An architect’s review of the South Palm Beach Town Hall building has determined that the structure meets standards for renovation and doesn’t have to be completely reconstructed to be upgraded.

John Bellamy, of Island Designs Inc. in North Palm Beach, said an elevation survey of the building found it sits high enough to satisfy flood plain code requirements. Town officials worried that the 42-year-old structure might have to be rebuilt from the ground up to comply with current restrictions in the Florida Building Code.

But Bellamy said the base of the structure has enough elevation (7 feet) to make renovation possible.

“It would be reasonable to conclude that the building can be renovated and modified in a cost-effective manner to comply with the current codes for all existing Town Hall occupancies except the police and EOC,” Bellamy said, referring to the Emergency Operations Center.

Because of tougher flood and storm requirements for public safety operations, Bellamy recommends constructing a separate police and EOC building behind the existing Town Hall with a covered walkway linking the structures. This building would be elevated by 2 additional feet. He said the police would be able to remain in their current space during the construction.

“The result would be a code- compliant, storm-hardened, energy-efficient and accessible community center with dedicated multipurpose area with storage, a new council meeting hall and new interior layout with increased space for all existing Town Hall administrative activities,” Bellamy said.

The architect did not present construction plans or cost estimates. Town Council members have said they would discuss his report and recommendations during the coming weeks.

Bellamy’s proposal is the council’s second attempt at finding a solution for the largely obsolete hall, which was constructed in 1976 as a public safety building and has undergone a series of additions and repairs in recent years. In early 2017, Alexis Knight Architects of West Palm Beach evaluated the building and recommended replacing it with a five-story structure — but the council quickly rejected the $6 million plan as too extravagant.

In other business:

• Councilwoman Stella Gaddy Jordan says she isn’t happy with changes to the 3550 South Ocean condo project and wants a survey to make sure the building complies with the town’s height restrictions.

Persuaded by Jordan, the council voted unanimously on Sept. 12 to hire a surveyor to measure the building, which is on schedule to open its doors next year to 30 homeowners — some of whom will pay as much as $3 million for their units.

“I think there’s been a sham pulled on us all,” Jordan said.

She said the town’s building officials and architectural board members may have approved changes to the original plans that have allowed the builders to build too high. Jordan said changes should have come to the council for approval but never did.

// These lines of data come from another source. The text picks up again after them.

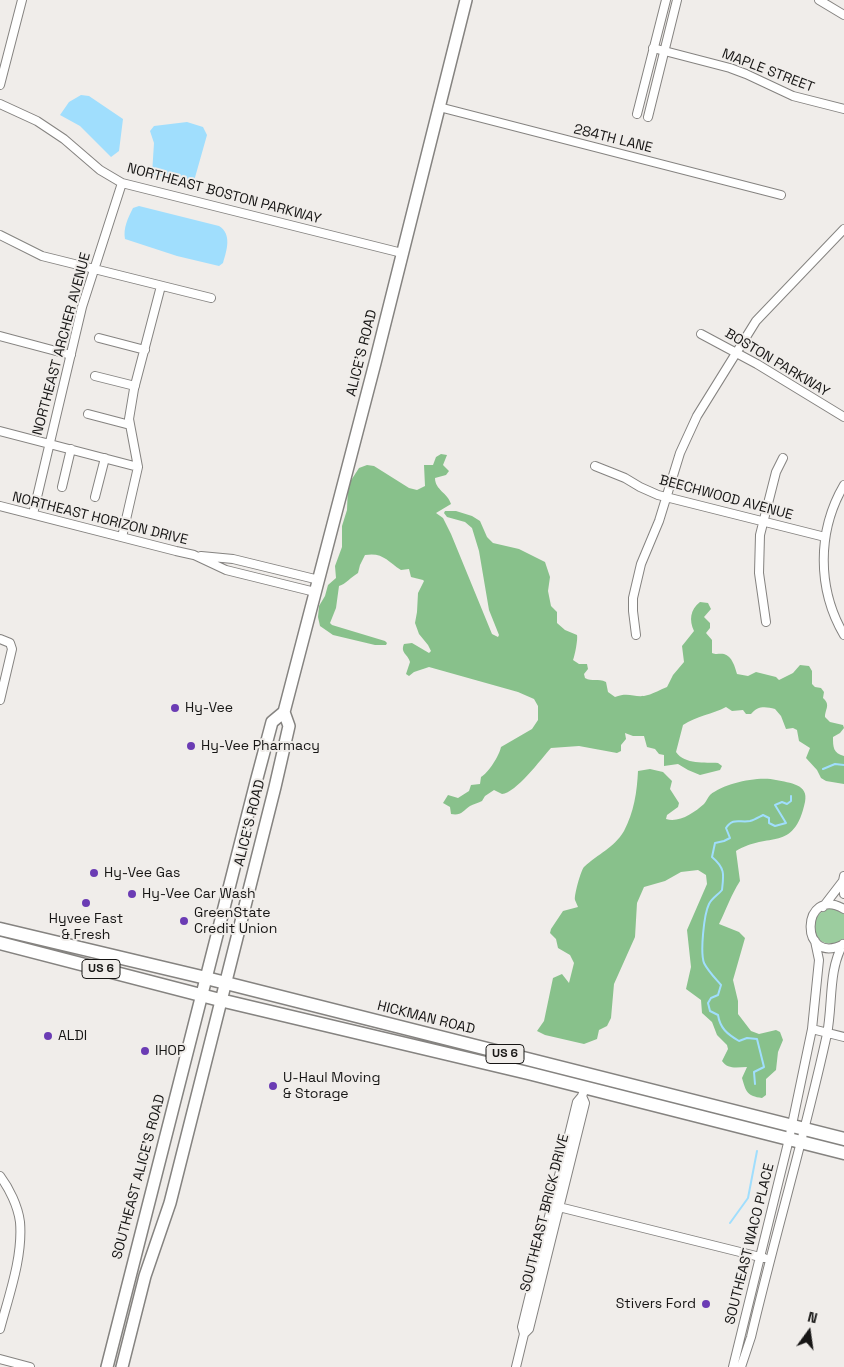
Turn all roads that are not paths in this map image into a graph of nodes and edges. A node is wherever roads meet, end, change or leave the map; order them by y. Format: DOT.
graph roads {
  1 [pos="22,0"];
  2 [pos="466,0"];
  3 [pos="666,0"];
  4 [pos="677,0"];
  5 [pos="819,0"];
  6 [pos="844,15"];
  7 [pos="653,48"];
  8 [pos="664,51"];
  9 [pos="0,85"];
  10 [pos="0,104"];
  11 [pos="439,108"];
  12 [pos="844,109"];
  13 [pos="637,114"];
  14 [pos="648,117"];
  15 [pos="122,183"];
  16 [pos="781,195"];
  17 [pos="844,229"];
  18 [pos="0,235"];
  19 [pos="402,253"];
  20 [pos="94,268"];
  21 [pos="161,286"];
  22 [pos="211,298"];
  23 [pos="701,334"];
  24 [pos="0,336"];
  25 [pos="99,338"];
  26 [pos="145,350"];
  27 [pos="737,352"];
  28 [pos="71,355"];
  29 [pos="95,376"];
  30 [pos="135,386"];
  31 [pos="88,414"];
  32 [pos="843,418"];
  33 [pos="130,425"];
  34 [pos="0,431"];
  35 [pos="49,444"];
  36 [pos="72,449"];
  37 [pos="105,458"];
  38 [pos="783,458"];
  39 [pos="595,466"];
  40 [pos="138,467"];
  41 [pos="844,485"];
  42 [pos="62,487"];
  43 [pos="95,497"];
  44 [pos="666,497"];
  45 [pos="0,506"];
  46 [pos="33,514"];
  47 [pos="763,521"];
  48 [pos="122,537"];
  49 [pos="825,537"];
  50 [pos="194,556"];
  51 [pos="319,580"];
  52 [pos="315,592"];
  53 [pos="766,622"];
  54 [pos="636,635"];
  55 [pos="844,635"];
  56 [pos="0,638"];
  57 [pos="0,700"];
  58 [pos="284,712"];
  59 [pos="843,878"];
  60 [pos="844,894"];
  61 [pos="823,906"];
  62 [pos="844,909"];
  63 [pos="0,929"];
  64 [pos="815,941"];
  65 [pos="0,943"];
  66 [pos="844,944"];
  67 [pos="206,978"];
  68 [pos="224,983"];
  69 [pos="202,995"];
  70 [pos="220,1000"];
  71 [pos="812,1030"];
  72 [pos="827,1033"];
  73 [pos="844,1037"];
  74 [pos="492,1064"];
  75 [pos="591,1076"];
  76 [pos="584,1092"];
  77 [pos="694,1101"];
  78 [pos="797,1135"];
  79 [pos="844,1139"];
  80 [pos="844,1153"];
  81 [pos="0,1176"];
  82 [pos="559,1208"];
  83 [pos="760,1257"];
  84 [pos="770,1260"];
  85 [pos="0,1329"];
  86 [pos="524,1334"];
  87 [pos="0,1359"];
  88 [pos="30,1367"];
  89 [pos="107,1367"];
  90 [pos="122,1367"];
  91 [pos="516,1367"];
  92 [pos="733,1367"];
  93 [pos="741,1367"];
  1 -- 9 [label="street"];
  2 -- 11 [label="main road, ALICE'S ROAD"];
  3 -- 7 [label="street"];
  4 -- 8 [label="street"];
  5 -- 6 [label="street"];
  7 -- 8 [label="street, MAPLE STREET"];
  7 -- 13 [label="street"];
  8 -- 12 [label="street, MAPLE STREET"];
  8 -- 14 [label="street"];
  10 -- 15 [label="street, NORTHEAST BOSTON PARKWAY"];
  11 -- 16 [label="street, 284TH LANE"];
  11 -- 19 [label="main road, ALICE'S ROAD"];
  15 -- 19 [label="street, NORTHEAST BOSTON PARKWAY"];
  15 -- 20 [label="street, NORTHEAST ARCHER AVENUE"];
  17 -- 27 [label="street"];
  18 -- 20 [label="street"];
  19 -- 51 [label="main road, ALICE'S ROAD"];
  20 -- 21 [label="street"];
  20 -- 28 [label="street, NORTHEAST ARCHER AVENUE"];
  21 -- 22 [label="street"];
  21 -- 26 [label="street"];
  23 -- 27 [label="street, BOSTON PARKWAY"];
  24 -- 28 [label="street"];
  25 -- 26 [label="street"];
  26 -- 30 [label="street"];
  27 -- 32 [label="street, BOSTON PARKWAY"];
  27 -- 44 [label="street"];
  28 -- 35 [label="street, NORTHEAST ARCHER AVENUE"];
  29 -- 30 [label="street"];
  30 -- 33 [label="street"];
  31 -- 33 [label="street"];
  33 -- 40 [label="street"];
  34 -- 35 [label="street"];
  35 -- 36 [label="street"];
  35 -- 46 [label="street, NORTHEAST ARCHER AVENUE"];
  36 -- 37 [label="street"];
  36 -- 42 [label="street"];
  37 -- 40 [label="street"];
  37 -- 43 [label="street"];
  38 -- 47 [label="street"];
  39 -- 44 [label="street, BEECHWOOD AVENUE"];
  40 -- 48 [label="street"];
  41 -- 49 [label="street"];
  44 -- 47 [label="street, BEECHWOOD AVENUE"];
  44 -- 54 [label="street"];
  45 -- 46 [label="street, NORTHEAST HORIZON DRIVE"];
  46 -- 48 [label="street, NORTHEAST HORIZON DRIVE"];
  47 -- 49 [label="street, BEECHWOOD AVENUE"];
  47 -- 53 [label="street"];
  48 -- 50 [label="street, NORTHEAST HORIZON DRIVE"];
  49 -- 55 [label="street"];
  50 -- 51 [label="street, NORTHEAST HORIZON DRIVE"];
  50 -- 52 [label="street, NORTHEAST HORIZON DRIVE"];
  51 -- 52 [label="main road, ALICE'S ROAD"];
  52 -- 58 [label="main road, ALICE'S ROAD"];
  56 -- 57 [label="street"];
  58 -- 67 [label="main road, ALICE'S ROAD"];
  58 -- 68 [label="main road, ALICE'S ROAD"];
  59 -- 60 [label="street"];
  59 -- 61 [label="street"];
  61 -- 62 [label="street"];
  61 -- 64 [label="street"];
  63 -- 67 [label="highway, HICKMAN ROAD / US 6"];
  64 -- 66 [label="street"];
  64 -- 71 [label="street"];
  65 -- 69 [label="highway, HICKMAN ROAD / US 6"];
  66 -- 72 [label="street"];
  67 -- 68 [label="highway, HICKMAN ROAD / US 6"];
  67 -- 69 [label="main road, ALICE'S ROAD"];
  68 -- 70 [label="main road, ALICE'S ROAD"];
  68 -- 75 [label="highway, HICKMAN ROAD / US 6"];
  69 -- 70 [label="highway, HICKMAN ROAD / US 6"];
  69 -- 89 [label="main road, SOUTHEAST ALICE'S ROAD"];
  70 -- 74 [label="highway, HICKMAN ROAD / US 6"];
  70 -- 90 [label="main road"];
  71 -- 72 [label="street"];
  71 -- 78 [label="street"];
  72 -- 73 [label="street"];
  72 -- 78 [label="street"];
  74 -- 75 [label="highway"];
  74 -- 76 [label="highway, HICKMAN ROAD / US 6"];
  75 -- 77 [label="highway, HICKMAN ROAD / US 6"];
  76 -- 77 [label="highway"];
  76 -- 78 [label="highway, HICKMAN ROAD / US 6"];
  76 -- 82 [label="street, SOUTHEAST BRICK DRIVE"];
  76 -- 86 [label="street, SOUTHEAST BRICK DRIVE"];
  77 -- 78 [label="highway, HICKMAN ROAD / US 6"];
  78 -- 79 [label="highway, HICKMAN ROAD / US 6"];
  78 -- 80 [label="highway, HICKMAN ROAD / US 6"];
  78 -- 83 [label="street, SOUTHEAST WACO PLACE"];
  78 -- 84 [label="street, SOUTHEAST WACO PLACE"];
  81 -- 85 [label="street"];
  82 -- 83 [label="street"];
  82 -- 86 [label="street, SOUTHEAST BRICK DRIVE"];
  83 -- 84 [label="street"];
  83 -- 92 [label="street, SOUTHEAST WACO PLACE"];
  84 -- 93 [label="street, SOUTHEAST WACO PLACE"];
  86 -- 91 [label="street, SOUTHEAST BRICK DRIVE"];
  87 -- 88 [label="street"];
}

The town’s building code allows for six floors, or 60 feet, above a parking garage. But some officials have said the code is unclear about how tall the garage can be and what structures are allowed on the rooftop.

Jordan said developers may have violated town rules by putting a swimming pool on the roof, in effect creating a seventh level. “I’m objecting to the extra floor,” Jordan said.

• A familiar face returned to South Palm Beach on Sept. 17. Yudy Alvarez has come back to reclaim her former position as town 7960816686?profile=originalclerk.

Town Manager Mo Thornton said she rehired Alvarez to fill the vacancy created when Maylee De Jesus resigned in July to take an assistant city clerk position in West Palm Beach.

Alvarez worked in South Palm for nine years until resigning as clerk in 2015 and moving to North Carolina. She will earn $50,000 a year, Thornton said.

• The council gave unanimous final approval to the full rollback rate of  $3.79 per $1,000 of taxable property value for the 2018-19 budget, down from this year’s $4 per $1,000. “It’s the third year in a row we’ve lowered the rate,” said Vice Mayor Robert Gottlieb.